— REQUIRED ACTION —
Those lines of the data that hold the word "node" are to be copied out.

— EXERCISE INPUT —

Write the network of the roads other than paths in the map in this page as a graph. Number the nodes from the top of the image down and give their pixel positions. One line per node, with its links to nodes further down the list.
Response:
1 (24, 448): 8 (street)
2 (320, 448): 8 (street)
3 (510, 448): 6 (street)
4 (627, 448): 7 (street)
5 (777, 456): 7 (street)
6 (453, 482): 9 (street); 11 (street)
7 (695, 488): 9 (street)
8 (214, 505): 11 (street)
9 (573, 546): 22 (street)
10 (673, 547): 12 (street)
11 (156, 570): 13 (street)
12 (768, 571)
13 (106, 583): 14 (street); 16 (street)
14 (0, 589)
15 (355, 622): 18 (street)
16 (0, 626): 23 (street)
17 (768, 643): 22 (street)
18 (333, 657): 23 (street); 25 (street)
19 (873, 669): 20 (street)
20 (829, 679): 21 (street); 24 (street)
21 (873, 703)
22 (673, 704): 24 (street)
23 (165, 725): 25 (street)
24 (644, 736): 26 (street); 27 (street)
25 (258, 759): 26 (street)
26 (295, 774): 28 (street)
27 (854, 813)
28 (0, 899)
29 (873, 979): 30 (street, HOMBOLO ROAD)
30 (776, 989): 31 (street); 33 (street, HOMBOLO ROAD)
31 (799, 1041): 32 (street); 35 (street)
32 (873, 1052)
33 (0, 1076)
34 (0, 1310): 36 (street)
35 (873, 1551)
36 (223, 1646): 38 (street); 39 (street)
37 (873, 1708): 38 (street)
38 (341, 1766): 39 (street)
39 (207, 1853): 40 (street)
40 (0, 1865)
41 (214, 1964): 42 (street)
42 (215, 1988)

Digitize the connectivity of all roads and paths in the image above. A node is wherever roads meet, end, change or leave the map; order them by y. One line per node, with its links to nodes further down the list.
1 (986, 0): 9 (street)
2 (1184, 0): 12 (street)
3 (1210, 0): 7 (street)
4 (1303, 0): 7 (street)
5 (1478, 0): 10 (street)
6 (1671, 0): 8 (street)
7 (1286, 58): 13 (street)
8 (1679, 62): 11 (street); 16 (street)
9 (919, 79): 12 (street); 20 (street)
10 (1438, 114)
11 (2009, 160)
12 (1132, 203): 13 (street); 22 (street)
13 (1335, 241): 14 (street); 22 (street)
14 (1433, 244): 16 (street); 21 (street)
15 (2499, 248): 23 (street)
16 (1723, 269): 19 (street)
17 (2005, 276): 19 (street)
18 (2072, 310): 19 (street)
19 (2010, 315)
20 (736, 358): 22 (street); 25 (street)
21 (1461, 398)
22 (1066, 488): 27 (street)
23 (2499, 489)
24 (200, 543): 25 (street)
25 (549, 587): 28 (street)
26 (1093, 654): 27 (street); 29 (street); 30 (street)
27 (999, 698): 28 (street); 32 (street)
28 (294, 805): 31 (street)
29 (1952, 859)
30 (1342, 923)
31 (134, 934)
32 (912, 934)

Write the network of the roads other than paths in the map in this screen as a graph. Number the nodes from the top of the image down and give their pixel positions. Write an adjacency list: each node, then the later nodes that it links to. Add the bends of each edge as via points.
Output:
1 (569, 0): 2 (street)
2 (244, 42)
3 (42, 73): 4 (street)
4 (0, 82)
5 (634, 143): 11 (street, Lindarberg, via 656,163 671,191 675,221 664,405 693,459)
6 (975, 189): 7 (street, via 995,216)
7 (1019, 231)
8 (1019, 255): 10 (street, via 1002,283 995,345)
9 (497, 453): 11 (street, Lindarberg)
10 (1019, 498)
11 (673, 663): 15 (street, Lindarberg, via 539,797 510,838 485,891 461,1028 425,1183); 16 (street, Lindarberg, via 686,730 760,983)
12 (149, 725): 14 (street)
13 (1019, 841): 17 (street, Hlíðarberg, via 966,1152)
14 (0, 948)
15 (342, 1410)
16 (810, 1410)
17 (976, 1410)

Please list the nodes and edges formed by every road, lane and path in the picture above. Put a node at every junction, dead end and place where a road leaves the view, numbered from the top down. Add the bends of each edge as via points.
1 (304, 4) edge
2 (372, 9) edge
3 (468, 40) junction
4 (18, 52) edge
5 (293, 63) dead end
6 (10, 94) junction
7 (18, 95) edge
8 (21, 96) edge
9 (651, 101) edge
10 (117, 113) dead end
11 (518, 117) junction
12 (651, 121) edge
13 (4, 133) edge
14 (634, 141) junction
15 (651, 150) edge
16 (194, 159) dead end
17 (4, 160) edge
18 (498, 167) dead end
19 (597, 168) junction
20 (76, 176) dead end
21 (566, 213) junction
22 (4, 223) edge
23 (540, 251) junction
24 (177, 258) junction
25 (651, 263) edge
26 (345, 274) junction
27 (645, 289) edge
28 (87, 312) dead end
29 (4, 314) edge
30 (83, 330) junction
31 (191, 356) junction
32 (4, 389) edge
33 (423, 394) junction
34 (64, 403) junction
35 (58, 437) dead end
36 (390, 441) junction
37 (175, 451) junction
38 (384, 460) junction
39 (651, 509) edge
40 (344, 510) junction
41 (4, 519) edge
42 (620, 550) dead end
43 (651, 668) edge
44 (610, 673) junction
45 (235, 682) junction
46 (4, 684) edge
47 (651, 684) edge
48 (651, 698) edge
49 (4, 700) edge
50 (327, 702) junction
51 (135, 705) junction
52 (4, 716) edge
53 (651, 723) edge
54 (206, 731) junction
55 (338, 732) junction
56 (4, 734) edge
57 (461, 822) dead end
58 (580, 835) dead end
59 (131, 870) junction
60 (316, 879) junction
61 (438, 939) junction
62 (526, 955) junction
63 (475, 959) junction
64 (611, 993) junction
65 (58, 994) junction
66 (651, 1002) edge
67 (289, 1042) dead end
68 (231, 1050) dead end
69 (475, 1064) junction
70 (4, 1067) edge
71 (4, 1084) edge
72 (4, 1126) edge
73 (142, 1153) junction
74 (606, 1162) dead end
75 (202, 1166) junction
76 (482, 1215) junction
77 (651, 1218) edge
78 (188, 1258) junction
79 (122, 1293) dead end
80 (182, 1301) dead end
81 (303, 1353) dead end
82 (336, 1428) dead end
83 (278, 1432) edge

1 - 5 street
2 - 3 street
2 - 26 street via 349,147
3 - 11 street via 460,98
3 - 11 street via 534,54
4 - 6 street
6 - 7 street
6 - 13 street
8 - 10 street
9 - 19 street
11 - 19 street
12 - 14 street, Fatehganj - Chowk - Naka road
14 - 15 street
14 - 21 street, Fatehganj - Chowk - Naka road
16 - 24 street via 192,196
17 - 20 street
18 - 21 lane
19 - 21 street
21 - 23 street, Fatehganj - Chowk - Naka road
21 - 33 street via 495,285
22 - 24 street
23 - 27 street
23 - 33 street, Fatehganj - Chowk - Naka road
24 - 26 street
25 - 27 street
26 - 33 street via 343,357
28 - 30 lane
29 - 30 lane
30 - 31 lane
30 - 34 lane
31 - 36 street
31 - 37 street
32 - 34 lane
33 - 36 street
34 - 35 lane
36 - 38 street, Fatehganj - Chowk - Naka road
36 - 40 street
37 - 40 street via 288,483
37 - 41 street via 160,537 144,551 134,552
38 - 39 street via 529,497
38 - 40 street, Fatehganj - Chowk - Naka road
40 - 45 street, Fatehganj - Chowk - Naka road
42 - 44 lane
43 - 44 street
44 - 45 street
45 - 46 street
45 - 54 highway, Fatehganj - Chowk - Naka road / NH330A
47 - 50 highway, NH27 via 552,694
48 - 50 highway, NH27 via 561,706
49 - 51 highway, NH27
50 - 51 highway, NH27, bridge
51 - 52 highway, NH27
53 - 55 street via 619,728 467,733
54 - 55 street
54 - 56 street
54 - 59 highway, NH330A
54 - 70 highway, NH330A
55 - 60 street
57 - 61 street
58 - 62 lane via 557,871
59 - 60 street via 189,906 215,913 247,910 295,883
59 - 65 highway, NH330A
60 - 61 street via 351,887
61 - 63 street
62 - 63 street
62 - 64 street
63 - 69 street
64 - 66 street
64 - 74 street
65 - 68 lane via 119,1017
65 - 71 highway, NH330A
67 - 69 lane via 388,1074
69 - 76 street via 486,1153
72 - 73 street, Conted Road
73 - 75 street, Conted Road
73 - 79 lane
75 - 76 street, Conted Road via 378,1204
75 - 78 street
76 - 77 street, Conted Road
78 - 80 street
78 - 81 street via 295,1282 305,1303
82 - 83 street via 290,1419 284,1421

— RESULT OF THE TASK —
Write the network of the roads other than paths in the map in this page as a graph. Number the nodes from the top of the image down and give their pixel positions. One line per node, with its links to nodes further down the list.
Digitize the connectivity of all roads and paths in the image above. A node is wherever roads meet, end, change or leave the map; order them by y. One line per node, with its links to nodes further down the list.
Write the network of the roads other than paths in the map in this screen as a graph. Number the nodes from the top of the image down and give their pixel positions. Write an adjacency list: each node, then the later nodes that it links to. Add the bends of each edge as via points.
Please list the nodes and edges formed by every road, lane and path in the picture above. Put a node at every junction, dead end and place where a road leaves the view, numbered from the top down. Add the bends of each edge as via points.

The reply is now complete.